The Minnesota utility has developed its next 15-year plan, and I’ve got to say, it’s pretty timid. So, Xcel needs its customers to come forward and tell the company, “Buck up. Show some courage. Be a leader.”
To be sure, after getting a swift kick from the Minnesota Legislature in 2007 when it passed bills signed by Republican Gov. Tim Pawlenty requiring all utilities to hit specific standards for energy efficiency and renewable energy, Xcel became a national leader in those areas.
But its new plan, officially called an Integrated Resource Plan, has the look of a leader who has come up with cold sweats and wants to drop back into the pack with the rest of the utilities. That’s a bad idea for Xcel and even more so for us, its customers. Not only are we in a climate emergency, making retreat impossible, but dropping back will cost us more money in our monthly electrical and gas bills.
Let’s look at some of the particulars. The company wants to slow down rooftop and community solar growth by a whopping 97 percent in the 15-year plan. Worse, it will not add any new wind power. This is odd from a company that not only knows wind is now the cheapest way to produce electricity but has spent hundreds of thousands of dollars on advertising touting wind energy and bragging about Xcel’s leadership in developing that alternative energy.
Xcel has also helped propel Minnesota to the forefront of community solar. Those projects, such as solar gardens, allow people who can’t afford to put panels on their homes to buy a piece of a solar plot and earn credits to cut their Xcel bill. Community solar has the added benefit of producing the energy closer to where it will be used, reducing the need for huge transmission lines.
Despite the fact that 200 megawatts of community solar came on-line in 2018 alone, Xcel wants to add only a puny 300 megawatts over the next 15 years.
The utility deserves kudos for its energy efficiency programs, where it helps businesses and homeowners install equipment, insulation, new windows and other materials so the buildings consume much less gas and electricity. In its plan, Xcel promises to maintain energy efficiency funding at 2.5 percent of its sales annually (above the 1.5 percent state requirement). We would like one tweak; make these cost saving programs more accessible for their low-income customers.
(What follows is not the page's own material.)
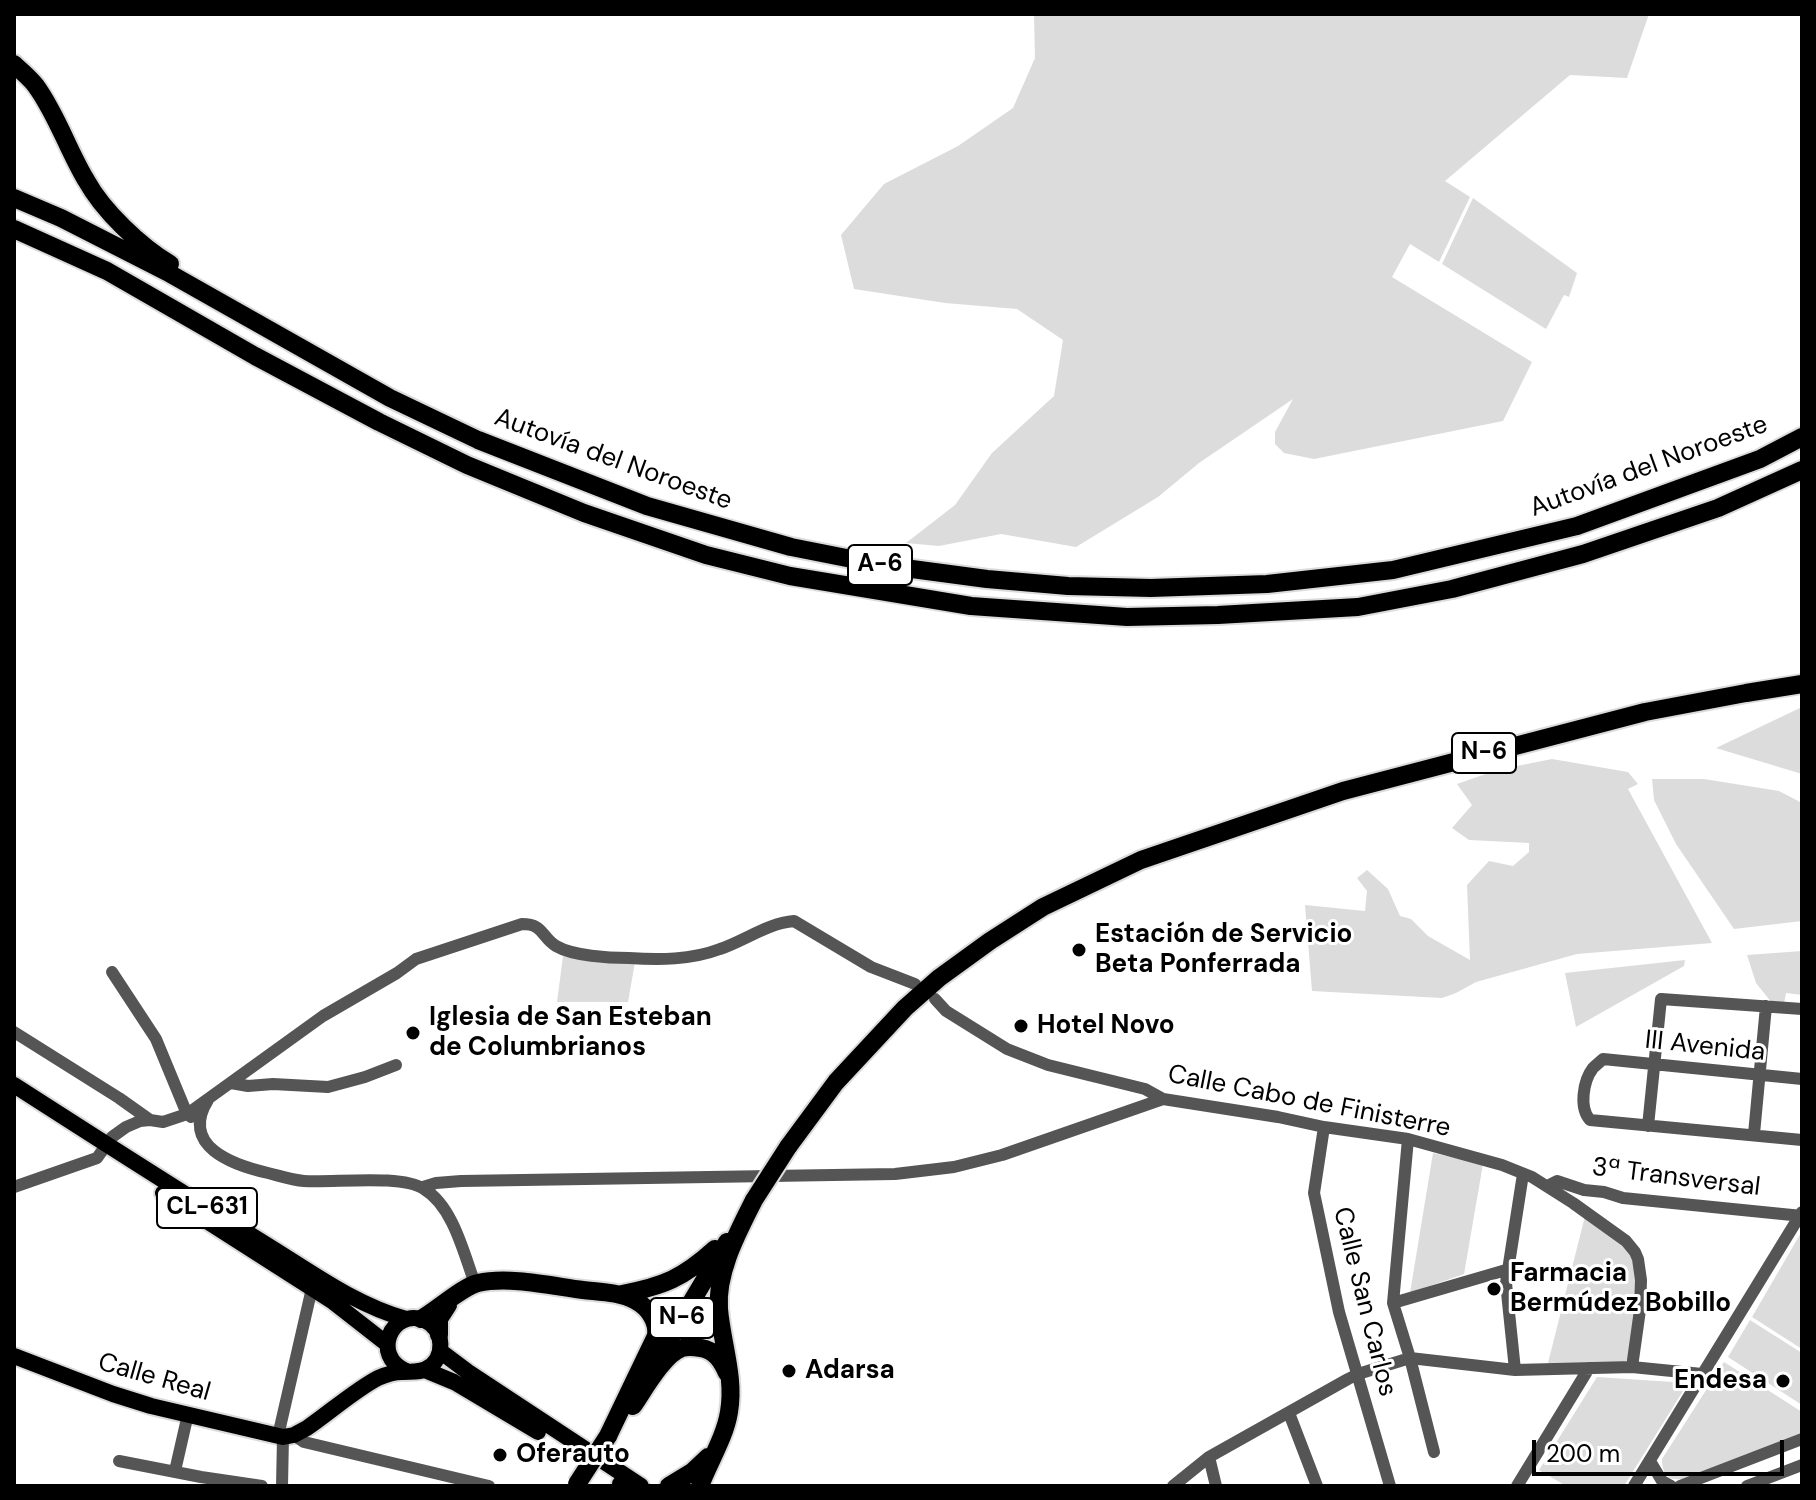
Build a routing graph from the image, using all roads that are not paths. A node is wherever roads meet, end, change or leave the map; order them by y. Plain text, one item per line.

There are a number of other items Xcel customers can debate, but I will end with this one. The company wants to build a huge 800-megawatt gas-powered electrical generating plant in Becker. It would be fueled by the environmentally destructive process of fracking. Xcel, don’t do it.
Many of us applauded Xcel in the past as they replaced some of their coal-fired power plants with gas. It produces somewhat fewer greenhouse gases and it was a fine as a transition to a carbon-free system. But we are past that point. The climate situation is now a crisis. We cannot be building anymore fossil fuel plants. Especially, when the economics clearly point to renewable energy sources such as wind and solar.
So, come on people. If you can, head down to the public hearing about Xcel’s Integrated Resource Plan: 7 p.m. Monday, Oct. 28, at Dayton’s Bluff Recreation Center, 800 Conway St. in St. Paul. Let’s help Xcel get its groove back.
Chuck Laszewski of Falcon Heights is a former newspaper reporter, covering the environment, and now does volunteer communications with MN350.